Séminaire scientifique

Microbial Effectorome

Microbial Effectorome: A Swiss army knife for unravelling multidimensional host-microbe interactions

06 December 2018

Sophia Antipolis - Inra PACA - Room A010

As part of the scientific animation of Institut Sophia Agrobiotech, IPO team invite Gul Shad Ali, Assistant Professor, University of Florida: "Microbial Effectorome: A Swiss army knife for unravelling multidimensional host-microbe interactions"

Abstract

It is well-established that most plant pathogens produce a plethora of structurally different virulence effector proteins that are translocated into plant cells, where they manipulate multiple host cell processes for facilitating infection, reproduction and spread.  Genome analyses of many prokaryotic and eukaryotic plant pathogens have revealed unprecedented functional and structural diversity and complexity in these effectors.  Although genetic, molecular, structural and high throughput ‘omics’ approaches have led to significant advances in understanding a small number of these effectors, a holistic mechanistic understanding of a vast majority of them remains unexplored.
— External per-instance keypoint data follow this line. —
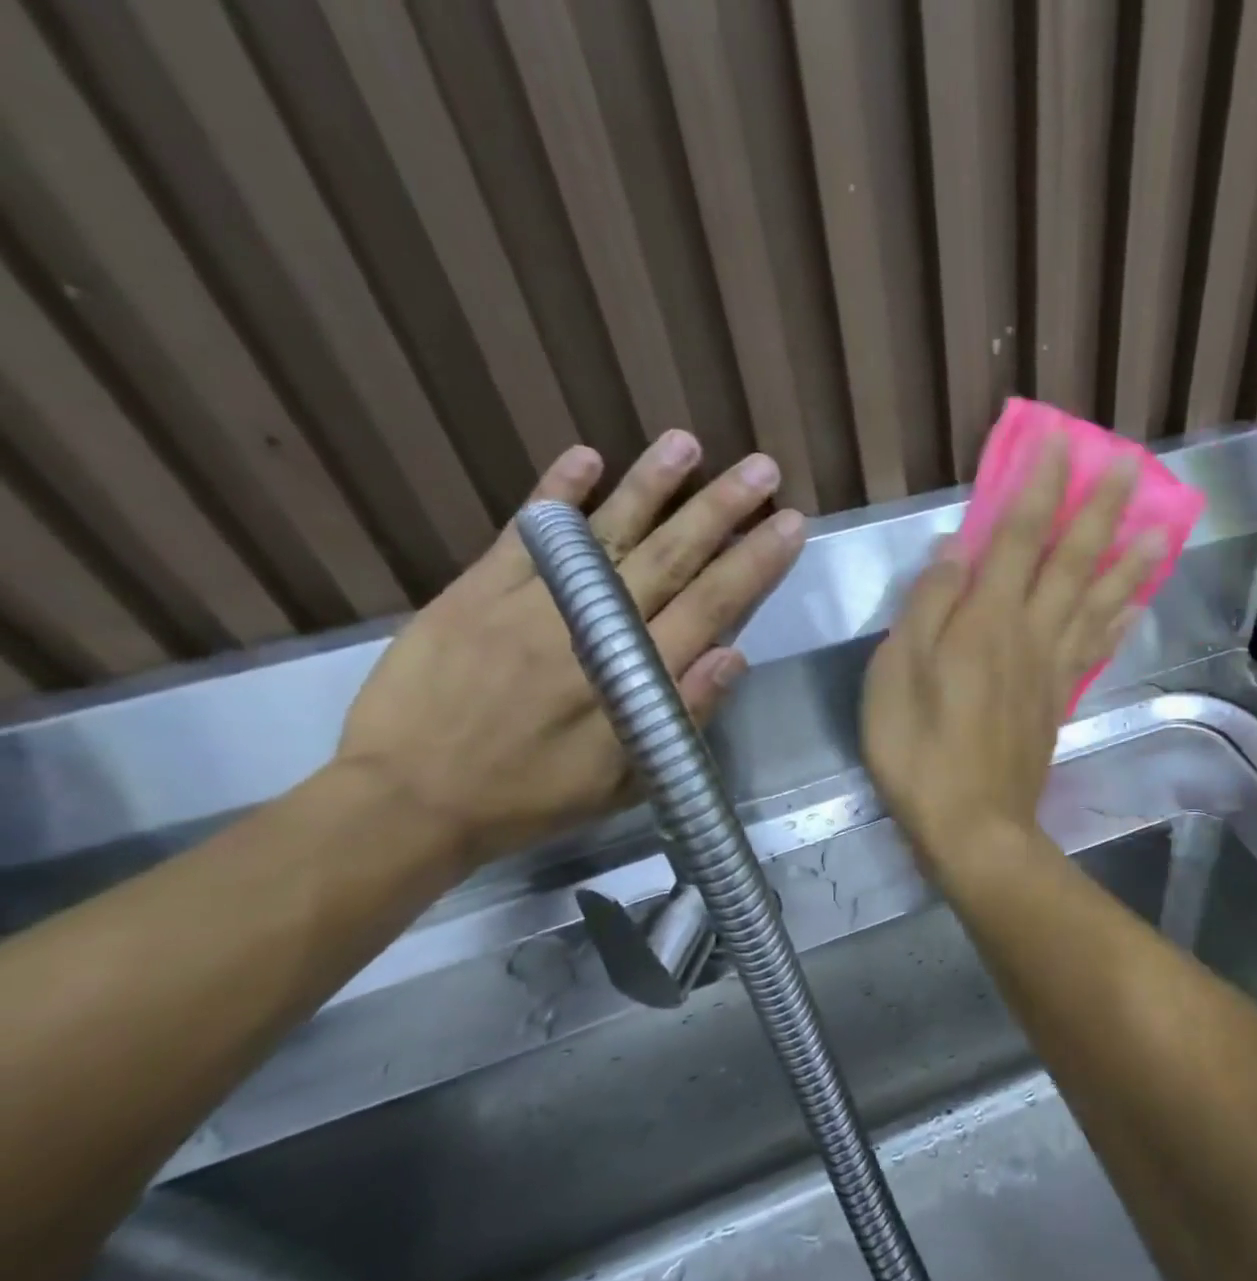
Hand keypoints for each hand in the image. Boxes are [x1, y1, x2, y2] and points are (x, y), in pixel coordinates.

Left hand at [336, 434, 802, 867]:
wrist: (408, 799)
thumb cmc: (531, 798)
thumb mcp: (624, 782)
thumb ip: (681, 715)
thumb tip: (736, 656)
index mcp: (633, 677)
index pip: (711, 606)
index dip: (754, 563)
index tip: (789, 523)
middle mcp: (593, 628)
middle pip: (670, 559)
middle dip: (720, 511)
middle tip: (761, 469)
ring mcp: (532, 602)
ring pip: (606, 535)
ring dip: (651, 487)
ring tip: (687, 444)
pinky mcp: (476, 591)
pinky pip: (526, 535)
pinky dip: (556, 494)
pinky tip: (586, 457)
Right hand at [861, 434, 1165, 875]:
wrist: (971, 825)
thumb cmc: (919, 749)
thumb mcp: (897, 672)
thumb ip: (927, 606)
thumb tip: (956, 547)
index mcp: (987, 620)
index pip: (1018, 536)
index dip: (1039, 486)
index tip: (1061, 441)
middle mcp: (1030, 633)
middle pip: (1072, 561)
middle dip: (1099, 508)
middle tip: (1131, 464)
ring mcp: (1051, 669)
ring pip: (1098, 602)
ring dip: (1130, 562)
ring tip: (1163, 528)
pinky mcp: (1059, 701)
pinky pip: (1096, 651)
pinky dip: (1119, 622)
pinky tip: (1135, 605)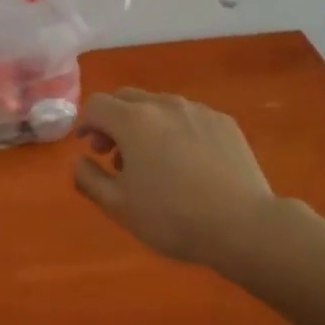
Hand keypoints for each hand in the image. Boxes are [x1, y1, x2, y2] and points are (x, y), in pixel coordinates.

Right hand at [74, 89, 296, 267]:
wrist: (245, 226)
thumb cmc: (174, 218)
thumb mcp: (119, 208)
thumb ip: (89, 179)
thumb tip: (79, 162)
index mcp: (133, 121)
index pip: (96, 105)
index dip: (85, 123)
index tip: (88, 147)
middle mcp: (163, 105)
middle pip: (126, 98)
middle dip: (113, 120)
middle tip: (114, 154)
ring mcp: (197, 110)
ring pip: (159, 106)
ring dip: (145, 125)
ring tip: (153, 161)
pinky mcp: (224, 122)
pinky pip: (189, 116)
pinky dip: (176, 130)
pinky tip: (187, 162)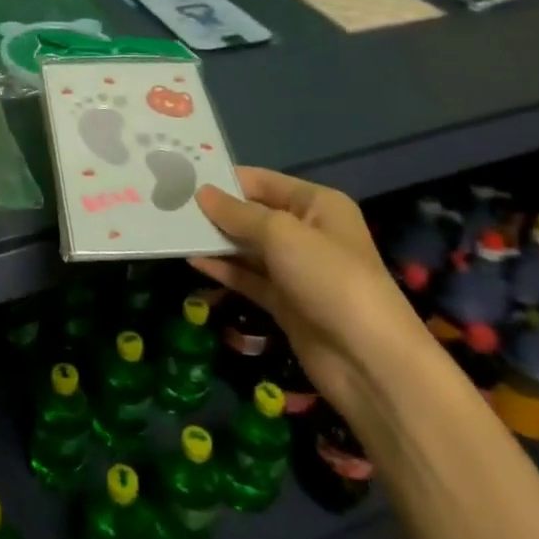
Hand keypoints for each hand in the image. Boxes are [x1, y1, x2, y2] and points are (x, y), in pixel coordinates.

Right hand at [192, 167, 427, 420]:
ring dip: (215, 239)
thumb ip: (238, 213)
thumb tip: (202, 193)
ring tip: (172, 228)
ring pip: (248, 246)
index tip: (182, 176)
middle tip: (168, 202)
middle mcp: (308, 231)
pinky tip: (192, 260)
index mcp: (317, 204)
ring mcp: (296, 269)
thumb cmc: (329, 278)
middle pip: (253, 213)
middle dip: (215, 210)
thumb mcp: (281, 234)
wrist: (370, 361)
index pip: (262, 181)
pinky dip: (223, 268)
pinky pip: (248, 277)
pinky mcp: (286, 302)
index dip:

Using high throughput transcriptomics and protein-protein interaction assays together with high throughput gene cloning and phenomics approaches, we are functionally analyzing effectors of oomycetes, bacteria and viruses. Findings from our lab together with those of others show that several effectors from diverse microbial pathogens converge on similar host proteins involved  in transcription, cytoskeleton, protein degradation, autophagy and cell signaling pathways, which I will discuss in my talk.  In addition, I will also discuss how to use effectors in investigating their plant and insect host targets using yeast-two hybrid analyses, bimolecular fluorescence complementation assays and genetic approaches.  I will also present some data from our lab on utilizing effectors of oomycetes and bacteria in accelerating identification and cloning of R genes using a recently developed ‘effectoromics’ approach.  In summary, fueled by unprecedented developments in metabolomics, transcriptomics, genomics and epigenomics, we have a chance to use pathogen effectors as a Swiss army knife not only for understanding molecular mechanisms of multidimensional interaction of hosts, microbes and environments, but also for discovering resistance genes and antimicrobial compounds and developing rapid diagnostic assays.